May be of interest.
cheers, Brianna
---------- Forwarded message ---------- From: Paul Kastner paul@lingro.com Date: 1 Dec 2007 16:19 Subject: [Icommons] Launching open-dictionary language-learning project (Lingro.com) To: icommons@lists.ibiblio.org
Hi all,
We're launching a project to build a compilation of all the available open-content dictionaries (both same-language and translating / multilingual dictionaries) as well as develop tools for language-learners. We're working on expanding the dictionaries through user contributions (dual-licensed under Creative Commons Attribution Share-Alike and GNU FDL) and will be submitting updates and modifications back to the original sources (like Wiktionary). The project also uses audio pronunciations from the Shtooka project, and we'll be recording more pronunciations to contribute back to Shtooka.
We're developing innovative tools for people to use with the dictionaries. The project (named Lingro - http://lingro.com) lets people read a web page in a foreign language and click on words they don't know for a translation. Here's an example - it's CreativeCommons.org for a Spanish speaker learning English. Users can click on any word in the text for a translation into Spanish:
http://lingro.com/translate/english-spanish/creativecommons.org
There's also a quick search-as-you-type dictionary:
http://lingro.com/dictionary/english-spanish/
Lingro already has tools for people to add / modify single translations and definitions, and we're working on an interface to guide people in contributing multiple translations by prompting them for frequently-occurring words in corpora which don't exist in the dictionaries. We hope to expand existing open-content dictionaries for major languages to be at least as good as the copyright-laden competition and create dictionaries for less popular languages that are better than anything else out there.

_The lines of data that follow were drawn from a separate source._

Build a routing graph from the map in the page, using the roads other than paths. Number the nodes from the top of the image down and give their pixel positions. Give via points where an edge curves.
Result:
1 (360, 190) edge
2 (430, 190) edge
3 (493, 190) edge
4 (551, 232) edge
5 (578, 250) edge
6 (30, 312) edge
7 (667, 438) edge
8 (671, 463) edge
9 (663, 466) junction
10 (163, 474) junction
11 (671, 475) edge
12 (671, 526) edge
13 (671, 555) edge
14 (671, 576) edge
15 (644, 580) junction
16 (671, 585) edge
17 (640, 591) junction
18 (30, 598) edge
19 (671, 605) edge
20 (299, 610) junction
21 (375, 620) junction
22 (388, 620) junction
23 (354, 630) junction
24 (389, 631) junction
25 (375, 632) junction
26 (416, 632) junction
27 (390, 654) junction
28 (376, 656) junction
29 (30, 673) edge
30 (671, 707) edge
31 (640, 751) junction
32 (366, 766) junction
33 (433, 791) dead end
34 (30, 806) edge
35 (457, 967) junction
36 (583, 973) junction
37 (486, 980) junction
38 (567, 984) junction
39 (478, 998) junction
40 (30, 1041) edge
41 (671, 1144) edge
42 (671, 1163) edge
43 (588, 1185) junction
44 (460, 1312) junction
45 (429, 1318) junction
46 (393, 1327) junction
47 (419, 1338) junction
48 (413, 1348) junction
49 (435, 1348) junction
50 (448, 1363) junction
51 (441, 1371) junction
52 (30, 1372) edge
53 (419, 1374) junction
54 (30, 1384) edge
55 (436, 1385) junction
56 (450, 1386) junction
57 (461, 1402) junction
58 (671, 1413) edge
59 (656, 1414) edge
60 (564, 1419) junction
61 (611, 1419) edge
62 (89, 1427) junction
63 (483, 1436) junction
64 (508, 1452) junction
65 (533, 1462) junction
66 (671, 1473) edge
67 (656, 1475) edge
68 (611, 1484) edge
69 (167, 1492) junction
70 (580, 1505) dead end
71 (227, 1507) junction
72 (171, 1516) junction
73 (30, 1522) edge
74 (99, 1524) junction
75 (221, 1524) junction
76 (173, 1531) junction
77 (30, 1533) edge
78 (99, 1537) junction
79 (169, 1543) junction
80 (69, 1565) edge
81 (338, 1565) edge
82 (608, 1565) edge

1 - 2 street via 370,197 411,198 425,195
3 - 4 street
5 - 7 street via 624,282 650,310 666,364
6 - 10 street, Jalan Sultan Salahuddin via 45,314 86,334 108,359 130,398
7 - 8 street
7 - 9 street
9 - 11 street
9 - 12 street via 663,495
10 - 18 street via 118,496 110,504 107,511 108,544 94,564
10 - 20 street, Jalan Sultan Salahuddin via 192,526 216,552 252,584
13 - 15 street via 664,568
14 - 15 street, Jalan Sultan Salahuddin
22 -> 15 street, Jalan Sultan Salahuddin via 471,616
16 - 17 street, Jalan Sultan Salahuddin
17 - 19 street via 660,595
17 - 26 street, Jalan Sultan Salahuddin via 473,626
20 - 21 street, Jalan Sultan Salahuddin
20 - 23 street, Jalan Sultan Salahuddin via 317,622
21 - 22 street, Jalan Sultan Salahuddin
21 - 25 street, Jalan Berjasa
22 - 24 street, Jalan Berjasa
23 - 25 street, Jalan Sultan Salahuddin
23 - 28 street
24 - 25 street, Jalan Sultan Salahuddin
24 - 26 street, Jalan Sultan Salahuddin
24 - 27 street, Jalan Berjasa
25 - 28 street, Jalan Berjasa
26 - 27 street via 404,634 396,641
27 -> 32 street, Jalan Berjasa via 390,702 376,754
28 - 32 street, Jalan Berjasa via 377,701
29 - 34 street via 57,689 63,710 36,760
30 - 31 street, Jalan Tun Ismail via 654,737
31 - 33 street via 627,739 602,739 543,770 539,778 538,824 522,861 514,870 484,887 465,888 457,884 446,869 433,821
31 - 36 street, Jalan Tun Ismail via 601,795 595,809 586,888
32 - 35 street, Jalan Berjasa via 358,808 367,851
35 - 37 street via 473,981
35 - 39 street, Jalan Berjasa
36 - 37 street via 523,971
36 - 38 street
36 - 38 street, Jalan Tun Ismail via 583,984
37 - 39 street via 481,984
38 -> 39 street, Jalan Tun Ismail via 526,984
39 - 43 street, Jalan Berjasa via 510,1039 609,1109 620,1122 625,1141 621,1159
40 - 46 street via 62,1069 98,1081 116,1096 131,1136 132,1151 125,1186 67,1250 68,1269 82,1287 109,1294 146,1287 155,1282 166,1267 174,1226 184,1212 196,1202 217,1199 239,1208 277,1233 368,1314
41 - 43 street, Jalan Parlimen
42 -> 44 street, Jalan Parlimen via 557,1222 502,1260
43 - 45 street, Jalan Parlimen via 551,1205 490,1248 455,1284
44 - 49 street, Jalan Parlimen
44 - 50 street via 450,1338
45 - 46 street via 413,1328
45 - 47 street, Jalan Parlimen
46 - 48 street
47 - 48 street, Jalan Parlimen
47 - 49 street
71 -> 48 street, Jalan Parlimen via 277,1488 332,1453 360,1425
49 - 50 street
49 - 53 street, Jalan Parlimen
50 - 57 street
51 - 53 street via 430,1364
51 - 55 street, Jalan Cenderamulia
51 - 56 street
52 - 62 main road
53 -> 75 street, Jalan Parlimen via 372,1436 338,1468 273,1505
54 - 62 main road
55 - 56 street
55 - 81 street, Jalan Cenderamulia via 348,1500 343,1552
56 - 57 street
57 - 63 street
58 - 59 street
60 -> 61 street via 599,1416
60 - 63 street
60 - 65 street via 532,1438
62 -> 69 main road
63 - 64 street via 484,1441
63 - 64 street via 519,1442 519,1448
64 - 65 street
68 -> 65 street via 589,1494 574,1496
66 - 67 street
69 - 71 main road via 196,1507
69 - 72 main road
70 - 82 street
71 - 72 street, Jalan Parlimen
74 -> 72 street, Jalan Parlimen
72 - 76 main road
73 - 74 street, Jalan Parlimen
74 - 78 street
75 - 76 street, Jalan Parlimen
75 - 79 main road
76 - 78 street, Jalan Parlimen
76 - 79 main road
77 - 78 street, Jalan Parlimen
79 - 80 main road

We're set up as a business, but our plan is to make money by providing the best tools for learning languages. The dictionaries themselves will always be free and open. We're not even sure if that's the best business decision. We hope it is. But either way, we're doing it this way because we think the open content is hugely important. Especially for content that's so basic to human life and necessary for communication between different cultures.
Please feel free to let me know what you think of the site. I'd also love to hear feedback on what we can be doing to help the open-content community.